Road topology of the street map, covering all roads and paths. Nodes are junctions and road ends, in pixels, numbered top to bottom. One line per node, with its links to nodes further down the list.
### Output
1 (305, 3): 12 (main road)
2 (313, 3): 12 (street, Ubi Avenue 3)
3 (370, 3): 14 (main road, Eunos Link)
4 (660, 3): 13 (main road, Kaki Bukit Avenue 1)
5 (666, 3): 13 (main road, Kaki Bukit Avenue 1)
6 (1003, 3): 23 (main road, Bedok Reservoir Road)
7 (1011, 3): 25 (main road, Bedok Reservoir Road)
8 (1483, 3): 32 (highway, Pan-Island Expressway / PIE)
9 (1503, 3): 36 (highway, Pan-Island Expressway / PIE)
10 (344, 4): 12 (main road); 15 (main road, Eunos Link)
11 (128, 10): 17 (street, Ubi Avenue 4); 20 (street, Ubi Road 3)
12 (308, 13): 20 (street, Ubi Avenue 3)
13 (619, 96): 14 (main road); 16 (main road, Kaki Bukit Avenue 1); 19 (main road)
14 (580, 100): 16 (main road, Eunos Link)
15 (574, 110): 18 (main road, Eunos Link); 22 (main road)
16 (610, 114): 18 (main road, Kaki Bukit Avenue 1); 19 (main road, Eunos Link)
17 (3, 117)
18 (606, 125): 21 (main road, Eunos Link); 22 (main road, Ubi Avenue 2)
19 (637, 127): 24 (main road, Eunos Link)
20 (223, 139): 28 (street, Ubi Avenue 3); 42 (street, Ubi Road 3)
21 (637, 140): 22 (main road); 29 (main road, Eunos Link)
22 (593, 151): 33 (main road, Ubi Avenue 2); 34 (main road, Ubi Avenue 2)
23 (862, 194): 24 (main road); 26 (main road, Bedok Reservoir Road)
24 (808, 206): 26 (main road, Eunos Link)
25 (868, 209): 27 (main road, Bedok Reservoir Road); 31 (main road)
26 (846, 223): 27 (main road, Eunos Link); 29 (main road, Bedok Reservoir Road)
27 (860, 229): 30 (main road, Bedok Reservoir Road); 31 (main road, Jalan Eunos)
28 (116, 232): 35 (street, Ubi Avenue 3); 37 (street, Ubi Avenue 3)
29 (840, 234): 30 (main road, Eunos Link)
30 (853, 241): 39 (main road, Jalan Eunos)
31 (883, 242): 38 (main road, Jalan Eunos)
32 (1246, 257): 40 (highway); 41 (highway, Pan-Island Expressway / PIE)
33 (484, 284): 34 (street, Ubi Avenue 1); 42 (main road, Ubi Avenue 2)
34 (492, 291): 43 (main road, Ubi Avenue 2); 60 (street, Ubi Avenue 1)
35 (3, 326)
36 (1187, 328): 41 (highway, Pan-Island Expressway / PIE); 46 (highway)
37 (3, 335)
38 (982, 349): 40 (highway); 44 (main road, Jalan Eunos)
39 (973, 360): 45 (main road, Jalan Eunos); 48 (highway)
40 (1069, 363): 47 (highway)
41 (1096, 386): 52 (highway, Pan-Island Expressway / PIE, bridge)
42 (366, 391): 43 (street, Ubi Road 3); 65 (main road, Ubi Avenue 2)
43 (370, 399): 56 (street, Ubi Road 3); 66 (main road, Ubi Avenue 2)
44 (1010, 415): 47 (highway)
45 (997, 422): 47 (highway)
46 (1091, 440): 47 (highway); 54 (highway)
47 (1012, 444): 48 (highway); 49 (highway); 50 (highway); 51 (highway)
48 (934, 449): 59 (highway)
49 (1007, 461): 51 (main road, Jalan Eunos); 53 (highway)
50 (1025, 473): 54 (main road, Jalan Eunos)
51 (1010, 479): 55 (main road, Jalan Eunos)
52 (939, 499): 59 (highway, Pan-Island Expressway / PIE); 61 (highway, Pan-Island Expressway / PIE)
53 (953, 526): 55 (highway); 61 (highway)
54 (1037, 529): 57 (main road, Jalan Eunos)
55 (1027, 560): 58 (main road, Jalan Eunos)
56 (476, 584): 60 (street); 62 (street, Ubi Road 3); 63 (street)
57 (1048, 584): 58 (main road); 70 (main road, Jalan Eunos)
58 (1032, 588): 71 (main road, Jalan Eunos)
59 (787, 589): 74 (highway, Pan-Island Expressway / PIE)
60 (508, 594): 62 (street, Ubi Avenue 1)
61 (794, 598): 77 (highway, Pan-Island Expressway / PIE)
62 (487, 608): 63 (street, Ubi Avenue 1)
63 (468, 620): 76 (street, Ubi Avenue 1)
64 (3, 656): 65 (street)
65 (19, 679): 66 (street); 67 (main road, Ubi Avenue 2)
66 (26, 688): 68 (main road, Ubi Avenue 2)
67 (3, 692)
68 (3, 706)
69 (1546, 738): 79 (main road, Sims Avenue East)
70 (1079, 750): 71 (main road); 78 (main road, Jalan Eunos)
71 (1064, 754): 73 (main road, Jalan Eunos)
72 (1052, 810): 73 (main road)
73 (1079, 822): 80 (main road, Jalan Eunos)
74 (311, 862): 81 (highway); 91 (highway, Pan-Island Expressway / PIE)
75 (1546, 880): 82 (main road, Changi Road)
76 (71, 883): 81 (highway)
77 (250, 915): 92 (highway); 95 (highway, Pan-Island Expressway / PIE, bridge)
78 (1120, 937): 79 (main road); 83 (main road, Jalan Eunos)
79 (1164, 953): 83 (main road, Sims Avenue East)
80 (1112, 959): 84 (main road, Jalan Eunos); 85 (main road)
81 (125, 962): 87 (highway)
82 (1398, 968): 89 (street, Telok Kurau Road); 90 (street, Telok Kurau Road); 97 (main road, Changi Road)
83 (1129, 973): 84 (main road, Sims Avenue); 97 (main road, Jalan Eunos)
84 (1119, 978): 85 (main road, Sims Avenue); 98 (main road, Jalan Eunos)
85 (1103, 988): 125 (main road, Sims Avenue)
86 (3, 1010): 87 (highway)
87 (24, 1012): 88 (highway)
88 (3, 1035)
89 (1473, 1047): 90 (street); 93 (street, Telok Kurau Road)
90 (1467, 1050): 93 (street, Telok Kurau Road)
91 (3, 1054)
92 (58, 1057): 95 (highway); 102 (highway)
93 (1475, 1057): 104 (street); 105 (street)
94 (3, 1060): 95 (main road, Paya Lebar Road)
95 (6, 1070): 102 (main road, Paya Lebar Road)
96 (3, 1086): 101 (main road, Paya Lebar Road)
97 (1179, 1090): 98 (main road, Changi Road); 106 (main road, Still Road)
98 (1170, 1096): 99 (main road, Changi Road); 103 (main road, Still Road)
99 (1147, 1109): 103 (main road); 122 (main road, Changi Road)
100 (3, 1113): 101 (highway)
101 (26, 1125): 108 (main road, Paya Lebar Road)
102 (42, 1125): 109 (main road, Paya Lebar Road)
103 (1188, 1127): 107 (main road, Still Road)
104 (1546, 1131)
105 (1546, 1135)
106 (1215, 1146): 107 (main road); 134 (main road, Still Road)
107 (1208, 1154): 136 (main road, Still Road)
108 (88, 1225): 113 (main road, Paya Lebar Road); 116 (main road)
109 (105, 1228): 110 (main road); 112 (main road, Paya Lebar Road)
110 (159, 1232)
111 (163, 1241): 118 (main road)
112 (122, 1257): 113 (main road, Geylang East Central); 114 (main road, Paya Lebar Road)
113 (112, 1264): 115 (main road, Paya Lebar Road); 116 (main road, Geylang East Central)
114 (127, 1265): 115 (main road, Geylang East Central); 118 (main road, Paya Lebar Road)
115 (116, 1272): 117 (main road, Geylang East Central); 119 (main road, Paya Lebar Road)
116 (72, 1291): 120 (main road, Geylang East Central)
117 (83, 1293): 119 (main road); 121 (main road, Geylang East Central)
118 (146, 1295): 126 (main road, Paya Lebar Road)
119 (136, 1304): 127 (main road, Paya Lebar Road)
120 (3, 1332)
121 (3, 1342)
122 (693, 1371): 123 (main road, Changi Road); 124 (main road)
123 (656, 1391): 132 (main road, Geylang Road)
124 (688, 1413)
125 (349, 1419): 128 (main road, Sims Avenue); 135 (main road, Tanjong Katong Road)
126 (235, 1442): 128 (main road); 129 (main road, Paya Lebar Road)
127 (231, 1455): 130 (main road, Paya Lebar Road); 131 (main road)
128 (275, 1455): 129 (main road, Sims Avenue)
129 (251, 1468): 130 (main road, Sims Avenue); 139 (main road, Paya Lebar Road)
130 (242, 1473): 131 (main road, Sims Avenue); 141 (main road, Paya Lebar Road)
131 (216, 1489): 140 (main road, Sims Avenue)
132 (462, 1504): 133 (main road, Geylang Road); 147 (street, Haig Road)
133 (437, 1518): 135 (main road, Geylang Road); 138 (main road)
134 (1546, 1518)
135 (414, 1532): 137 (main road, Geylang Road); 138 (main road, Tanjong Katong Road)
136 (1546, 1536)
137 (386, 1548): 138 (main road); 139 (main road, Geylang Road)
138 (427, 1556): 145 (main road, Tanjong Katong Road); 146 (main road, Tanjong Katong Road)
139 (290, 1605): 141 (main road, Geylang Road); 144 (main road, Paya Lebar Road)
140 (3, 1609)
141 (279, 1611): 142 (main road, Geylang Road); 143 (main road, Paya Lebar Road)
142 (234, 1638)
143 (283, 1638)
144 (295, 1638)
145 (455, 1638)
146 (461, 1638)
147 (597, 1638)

────────

Look above for every line with the word "Kaki" and copy it.

4 (660, 3): 13 (main road, Kaki Bukit Avenue 1)
5 (666, 3): 13 (main road, Kaki Bukit Avenue 1)
13 (619, 96): 14 (main road); 16 (main road, Kaki Bukit Avenue 1); 19 (main road)
16 (610, 114): 18 (main road, Kaki Bukit Avenue 1); 19 (main road, Eunos Link)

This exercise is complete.